En este lugar no hay trenes de Miguel Oviedo Risueño

Hace años que conocemos y venimos leyendo al escritor Miguel Oviedo Risueño, quien ha incursionado en la novela, la poesía y el cuento principalmente. Además, ha sido un gestor cultural importante para la difusión de las letras que se leen y se escriben en el suroccidente colombiano.

Esta vez nos presenta un libro que contiene 19 cuentos, 17 de los cuales están de una manera u otra vinculados al tren, ese vehículo que pareciera tan romántico y que a los nariñenses nos fue tan esquivo, ya que únicamente existió una línea que comunicaba un punto perdido en la vorágine, El diviso, y se perdía en otro punto de la geografía del Pacífico, llegando casi al hermoso puerto de Tumaco.

Es necesario resaltar esa ausencia, porque en Oviedo el tren se constituye en una añoranza, de ahí que gracias a su imaginación pueda haber una acción ferroviaria en donde nunca existió. En los cuentos, los personajes y el desarrollo del tema transcurren en líneas o estaciones imaginarias en Rumichaca, Ipiales, Pasto, o cerca a estos lugares, que pueden ser también imaginados.

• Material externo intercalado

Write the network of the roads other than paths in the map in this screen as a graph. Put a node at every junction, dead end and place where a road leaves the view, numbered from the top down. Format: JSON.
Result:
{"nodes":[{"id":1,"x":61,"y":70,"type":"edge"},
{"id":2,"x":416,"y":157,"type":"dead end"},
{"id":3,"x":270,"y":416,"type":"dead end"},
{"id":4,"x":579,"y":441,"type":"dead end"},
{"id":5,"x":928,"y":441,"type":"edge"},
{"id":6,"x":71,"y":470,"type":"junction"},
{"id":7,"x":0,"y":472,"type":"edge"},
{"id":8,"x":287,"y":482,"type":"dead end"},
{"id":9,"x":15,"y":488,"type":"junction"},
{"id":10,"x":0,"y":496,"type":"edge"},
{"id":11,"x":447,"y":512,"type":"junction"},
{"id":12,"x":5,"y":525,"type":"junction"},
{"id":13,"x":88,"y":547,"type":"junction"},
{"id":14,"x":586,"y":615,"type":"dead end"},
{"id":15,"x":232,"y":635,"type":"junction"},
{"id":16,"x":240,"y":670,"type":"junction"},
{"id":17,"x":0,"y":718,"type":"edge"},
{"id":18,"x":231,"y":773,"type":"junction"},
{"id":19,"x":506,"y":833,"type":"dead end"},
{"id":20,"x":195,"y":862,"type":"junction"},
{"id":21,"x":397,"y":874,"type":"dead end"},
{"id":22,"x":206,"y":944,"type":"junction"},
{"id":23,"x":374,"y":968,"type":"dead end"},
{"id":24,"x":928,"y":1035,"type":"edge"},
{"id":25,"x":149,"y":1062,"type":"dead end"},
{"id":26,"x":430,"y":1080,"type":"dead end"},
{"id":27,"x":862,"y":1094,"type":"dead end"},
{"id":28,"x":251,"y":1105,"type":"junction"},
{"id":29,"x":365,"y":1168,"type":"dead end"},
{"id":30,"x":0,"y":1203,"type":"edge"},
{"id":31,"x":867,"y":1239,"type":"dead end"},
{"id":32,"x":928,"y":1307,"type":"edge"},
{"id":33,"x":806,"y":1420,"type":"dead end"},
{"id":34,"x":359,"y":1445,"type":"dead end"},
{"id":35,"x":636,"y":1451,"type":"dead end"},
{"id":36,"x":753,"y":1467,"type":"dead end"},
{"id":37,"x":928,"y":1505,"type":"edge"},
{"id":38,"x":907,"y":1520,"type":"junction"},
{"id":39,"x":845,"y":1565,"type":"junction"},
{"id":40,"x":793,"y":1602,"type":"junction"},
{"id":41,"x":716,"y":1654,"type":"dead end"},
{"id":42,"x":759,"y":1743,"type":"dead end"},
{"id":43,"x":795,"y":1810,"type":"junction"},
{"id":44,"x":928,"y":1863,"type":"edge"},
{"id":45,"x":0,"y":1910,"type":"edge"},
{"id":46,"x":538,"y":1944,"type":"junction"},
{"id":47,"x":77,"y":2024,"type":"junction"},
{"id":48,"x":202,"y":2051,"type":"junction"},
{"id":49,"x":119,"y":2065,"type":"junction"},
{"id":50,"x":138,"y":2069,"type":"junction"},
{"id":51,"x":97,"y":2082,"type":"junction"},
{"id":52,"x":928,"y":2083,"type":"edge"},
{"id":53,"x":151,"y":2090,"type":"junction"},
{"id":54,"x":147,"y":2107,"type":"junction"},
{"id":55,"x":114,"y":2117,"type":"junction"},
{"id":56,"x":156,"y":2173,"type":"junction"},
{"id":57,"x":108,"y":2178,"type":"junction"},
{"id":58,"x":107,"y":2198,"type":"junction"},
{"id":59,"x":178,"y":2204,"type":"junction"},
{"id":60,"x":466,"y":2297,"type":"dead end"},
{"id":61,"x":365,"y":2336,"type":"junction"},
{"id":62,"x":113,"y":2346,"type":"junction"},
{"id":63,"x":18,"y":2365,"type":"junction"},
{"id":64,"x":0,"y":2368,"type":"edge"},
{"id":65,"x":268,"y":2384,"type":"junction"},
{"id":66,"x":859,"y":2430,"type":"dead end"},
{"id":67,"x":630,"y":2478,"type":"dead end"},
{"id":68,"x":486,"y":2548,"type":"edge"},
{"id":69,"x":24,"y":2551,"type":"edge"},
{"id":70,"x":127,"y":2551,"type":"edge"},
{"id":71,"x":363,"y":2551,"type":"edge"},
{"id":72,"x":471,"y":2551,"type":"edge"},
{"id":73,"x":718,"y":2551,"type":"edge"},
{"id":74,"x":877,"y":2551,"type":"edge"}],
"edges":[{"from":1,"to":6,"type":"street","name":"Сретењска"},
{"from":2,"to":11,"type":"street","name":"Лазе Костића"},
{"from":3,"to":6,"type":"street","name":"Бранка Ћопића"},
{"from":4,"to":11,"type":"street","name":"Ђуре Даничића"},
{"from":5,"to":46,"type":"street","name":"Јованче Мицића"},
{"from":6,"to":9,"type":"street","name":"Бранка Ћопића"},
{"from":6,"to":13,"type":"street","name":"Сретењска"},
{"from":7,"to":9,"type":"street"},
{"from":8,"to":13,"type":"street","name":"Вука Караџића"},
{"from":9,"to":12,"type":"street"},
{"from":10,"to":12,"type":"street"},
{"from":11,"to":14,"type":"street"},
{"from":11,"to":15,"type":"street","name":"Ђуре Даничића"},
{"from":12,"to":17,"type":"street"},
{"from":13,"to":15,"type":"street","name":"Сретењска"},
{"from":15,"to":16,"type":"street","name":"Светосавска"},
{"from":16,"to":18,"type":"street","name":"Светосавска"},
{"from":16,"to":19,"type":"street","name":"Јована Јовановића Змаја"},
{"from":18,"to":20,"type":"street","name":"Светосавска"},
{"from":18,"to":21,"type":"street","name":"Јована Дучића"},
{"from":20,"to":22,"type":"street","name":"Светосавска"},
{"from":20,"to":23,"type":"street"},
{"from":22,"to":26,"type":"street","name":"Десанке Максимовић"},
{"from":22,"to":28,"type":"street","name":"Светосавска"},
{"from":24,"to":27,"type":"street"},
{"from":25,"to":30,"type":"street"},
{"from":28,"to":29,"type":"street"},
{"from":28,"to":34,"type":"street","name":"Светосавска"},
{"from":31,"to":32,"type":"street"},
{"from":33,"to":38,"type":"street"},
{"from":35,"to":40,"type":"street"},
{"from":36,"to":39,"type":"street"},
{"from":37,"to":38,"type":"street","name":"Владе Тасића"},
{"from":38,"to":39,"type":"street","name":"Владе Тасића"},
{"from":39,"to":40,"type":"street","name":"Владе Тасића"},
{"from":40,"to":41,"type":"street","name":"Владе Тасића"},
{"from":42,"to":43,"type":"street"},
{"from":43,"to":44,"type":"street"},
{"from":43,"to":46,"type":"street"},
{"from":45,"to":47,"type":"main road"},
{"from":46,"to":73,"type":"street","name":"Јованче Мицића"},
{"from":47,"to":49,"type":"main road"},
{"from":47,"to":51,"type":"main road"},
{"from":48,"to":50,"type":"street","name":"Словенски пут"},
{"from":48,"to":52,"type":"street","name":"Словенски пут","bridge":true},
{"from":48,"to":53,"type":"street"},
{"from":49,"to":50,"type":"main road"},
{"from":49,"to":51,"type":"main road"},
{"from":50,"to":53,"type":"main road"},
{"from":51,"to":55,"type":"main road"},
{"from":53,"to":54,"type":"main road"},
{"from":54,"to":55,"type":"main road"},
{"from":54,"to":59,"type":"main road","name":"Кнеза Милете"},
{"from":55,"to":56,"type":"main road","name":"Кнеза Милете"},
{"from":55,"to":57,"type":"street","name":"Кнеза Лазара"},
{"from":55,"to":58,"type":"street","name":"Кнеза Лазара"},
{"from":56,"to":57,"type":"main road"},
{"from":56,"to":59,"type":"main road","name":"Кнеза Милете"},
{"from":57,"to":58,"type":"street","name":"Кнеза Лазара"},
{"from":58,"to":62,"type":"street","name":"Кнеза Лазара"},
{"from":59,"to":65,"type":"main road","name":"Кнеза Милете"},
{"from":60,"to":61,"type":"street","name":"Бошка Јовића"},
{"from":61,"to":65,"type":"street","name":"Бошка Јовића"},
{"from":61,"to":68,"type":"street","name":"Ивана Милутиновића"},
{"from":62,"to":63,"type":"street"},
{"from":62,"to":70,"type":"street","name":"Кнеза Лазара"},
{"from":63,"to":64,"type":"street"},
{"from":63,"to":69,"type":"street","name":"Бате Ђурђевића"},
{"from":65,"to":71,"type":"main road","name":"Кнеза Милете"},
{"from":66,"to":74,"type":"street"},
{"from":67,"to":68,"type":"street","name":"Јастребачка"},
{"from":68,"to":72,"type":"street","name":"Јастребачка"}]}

Los personajes tienen una carga psicológica que los ancla a una añoranza, a un deseo inalcanzable o a un bien perdido; el tren, la carrilera, la espera o la total ausencia del tren, refuerzan una saudade que se vierte límpidamente en las palabras, que a veces parecen vagones que buscan concatenarse con el sentimiento que se va despertando en el lector.

En ocasiones esos personajes se tornan fantasmas que van y vienen por lugares inexistentes, se pasean de un vagón a otro, recorren y buscan estaciones para encontrar sus miedos y sus penas. En los cuentos de Oviedo transcurre la humanidad, con todas sus flaquezas y sus temores, demostrando con ello un conocimiento cercano del hombre y circunstancias, al mejor decir de Ortega y Gasset.

Algo que destaca en este libro, es el empleo de los localismos y de paisajes netamente sureños, nariñenses, sin que esto le quite la universalidad que toma la palabra literaria; aquí Aldana, Ipiales o un lugar de Ecuador pueden ser tan reales como Comala o tan imaginarias como Macondo. Inclusive el empleo del quichua en uno de los cuentos, le dan versatilidad al texto, ni siquiera es necesaria la traducción, como intencionalmente lo hace el autor, ahí importa es la psicología de los personajes, y maravillosamente logra hacer un juego en el desarrollo de la trama, ya que lo que aparentemente muestra tanta pureza puede tornarse en todo un aprieto.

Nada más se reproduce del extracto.